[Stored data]
▼▼▼

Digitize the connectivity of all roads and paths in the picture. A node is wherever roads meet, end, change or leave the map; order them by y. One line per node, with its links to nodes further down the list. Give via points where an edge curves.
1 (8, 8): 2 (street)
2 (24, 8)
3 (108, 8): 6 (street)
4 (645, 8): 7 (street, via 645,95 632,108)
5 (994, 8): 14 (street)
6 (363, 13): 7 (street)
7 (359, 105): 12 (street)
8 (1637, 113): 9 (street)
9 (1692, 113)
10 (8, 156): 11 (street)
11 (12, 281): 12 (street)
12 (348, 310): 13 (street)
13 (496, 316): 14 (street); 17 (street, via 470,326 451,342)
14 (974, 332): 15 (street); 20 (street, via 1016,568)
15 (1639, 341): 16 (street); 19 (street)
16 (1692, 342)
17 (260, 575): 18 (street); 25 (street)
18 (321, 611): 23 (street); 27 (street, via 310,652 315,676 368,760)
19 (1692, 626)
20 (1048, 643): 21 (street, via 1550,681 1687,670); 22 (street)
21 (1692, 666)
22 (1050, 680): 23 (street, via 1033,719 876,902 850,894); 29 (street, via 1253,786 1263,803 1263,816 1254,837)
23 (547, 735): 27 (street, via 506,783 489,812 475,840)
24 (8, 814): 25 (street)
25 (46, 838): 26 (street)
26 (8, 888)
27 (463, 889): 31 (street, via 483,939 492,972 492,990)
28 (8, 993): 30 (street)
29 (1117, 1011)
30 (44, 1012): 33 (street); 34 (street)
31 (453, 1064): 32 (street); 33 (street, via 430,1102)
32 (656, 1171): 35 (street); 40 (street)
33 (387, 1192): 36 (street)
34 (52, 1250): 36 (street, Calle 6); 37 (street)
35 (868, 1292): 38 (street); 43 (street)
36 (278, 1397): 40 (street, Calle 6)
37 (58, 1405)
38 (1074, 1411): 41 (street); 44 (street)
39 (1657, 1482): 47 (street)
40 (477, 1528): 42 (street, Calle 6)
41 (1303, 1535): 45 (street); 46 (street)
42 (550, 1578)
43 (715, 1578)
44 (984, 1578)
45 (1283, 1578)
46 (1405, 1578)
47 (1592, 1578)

▲▲▲

Task item
Only lines containing the word "Calle" should appear in the answer, and every such line from the records above must be there.

Output of the task
34 (52, 1250): 36 (street, Calle 6); 37 (street)
36 (278, 1397): 40 (street, Calle 6)
40 (477, 1528): 42 (street, Calle 6)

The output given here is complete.